Dr. Gannage’s Christmas Wish List

by | Dec 20, 2016 | Blog | 0 comments

Last minute shoppers beware.  What I’m requesting under the tree is not attainable in the next 24 hours.

This is a list for December 25th 2013…what I’d like to see implemented by Christmas of next year.  Forward thinking is a creative process.  Here’s my Christmas wish list for 2013.

  1. Autism is recognized not as a psychiatric disorder, but as a complex multi-system condition with gut, immune, biochemical and brain dysfunctions.  As such, the current American Academy of Pediatrics’ (AAP) guideline, newly added, to give a trial to a GFCF (gluten and casein free) diet is expanded to include even more evidence-based nutrition treatments.
  2. Cancer care is expanded to more routinely include CAM therapies, with Ontario ready and willing to open an Integrative Cancer Care clinic that is publicly funded.
  3. Sugar and high-fructose corn syrup are taxed, to deter purchase, help control the obesity epidemic, and provide a a source of funding for Holistic Nutrition integration into doctor’s offices.
  4. Meaningful legislation that helps to curb gun violence is signed.
  5. Mental health disorders are openly discussed from a comprehensive perspective. In-patients have access to sound nutrition that modifies the flawed Canada’s Food Guide, considers the brain effect of particular foods, utilizes the research showing benefits attributed to omega3 fatty acids and Vitamin D therapy, and assigns a caseworker with education in Nutrition to each individual patient – for outpatient liaising as well.
  6. Cardiology patients are routinely offered evidenced-based orthomolecular medicine to complement management of their heart conditions, such as Carnitine, Omega3’s and CoQ10, and are given the option of chelation therapy based on the results of the TACT study.
  7. Pobiotics are offered at hospital entrances.

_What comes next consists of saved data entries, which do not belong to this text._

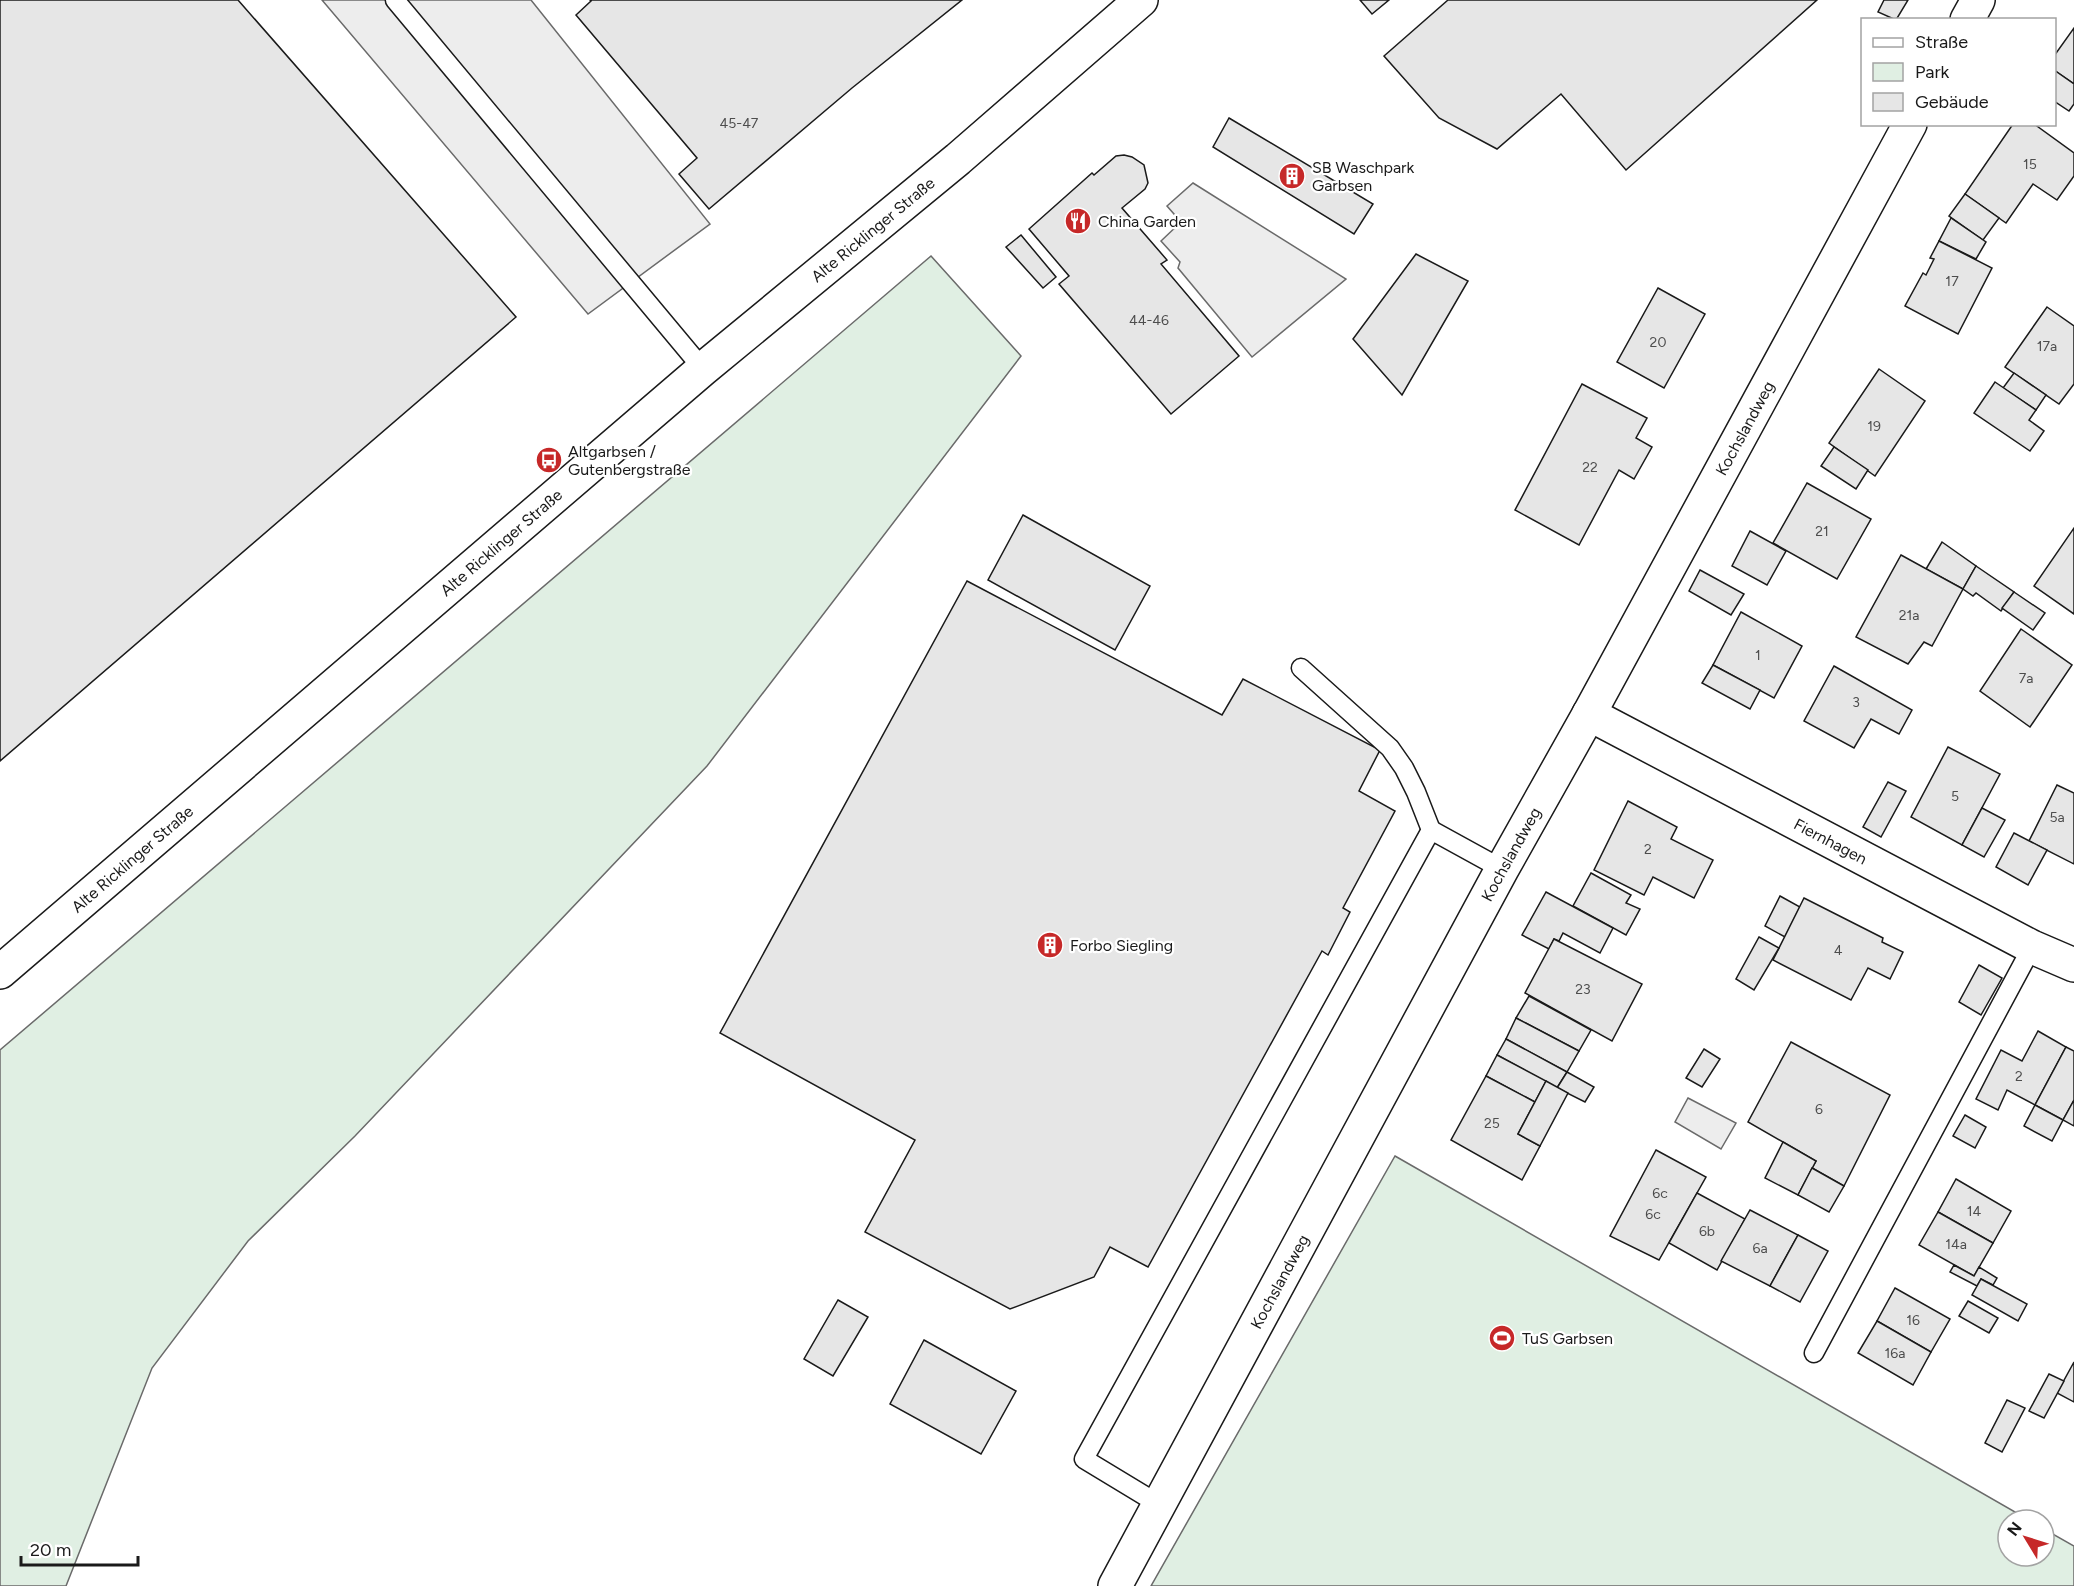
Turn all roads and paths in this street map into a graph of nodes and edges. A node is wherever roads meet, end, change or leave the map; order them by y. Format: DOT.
graph roads {
  1 [pos="395,0"];
  2 [pos="1141,0"];
  3 [pos="1978,0"];
  4 [pos="1968,18"];
  5 [pos="1909,126"];
  6 [pos="703,369"];
  7 [pos="1301,668"];
  8 [pos="1589,714"];
  9 [pos="1431,830"];
  10 [pos="1502,869"];
  11 [pos="2032,947"];
  12 [pos="2074,965"];
  13 [pos="0,972"];
  14 [pos="1814,1353"];
  15 [pos="1160,1505"];
  16 [pos="1115,1586"];
  1 -- 6 [label="lane"];
  2 -- 6 [label="street, Alte Ricklinger Straße"];
  3 -- 4 [label="street"];
  5 -- 8 [label="street, Kochslandweg"];
  6 -- 13 [label="street, Alte Ricklinger Straße"];
  7 -- 9 [label="lane"];
  8 -- 10 [label="street, Kochslandweg"];
  8 -- 11 [label="street, Fiernhagen"];
  9 -- 10 [label="lane"];
  9 -- 15 [label="lane"];
  10 -- 15 [label="street, Kochslandweg"];
  11 -- 12 [label="street, Fiernhagen"];
  11 -- 14 [label="lane"];
  15 -- 16 [label="street, Kochslandweg"];
}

The running theme: integrative care for each condition, and that involves each specialty.  I could continue, but the redundancy is a bit of a turnoff.  Suffice to say that we are ripe for Integrative Medicine moving to the forefront of the health paradigm, both corporately and within the publicly funded system – for the betterment of patient care and the easing of disease-care provincial budgets. Personalized, multi-modal, less poly-pharmacy and more lifestyle-oriented.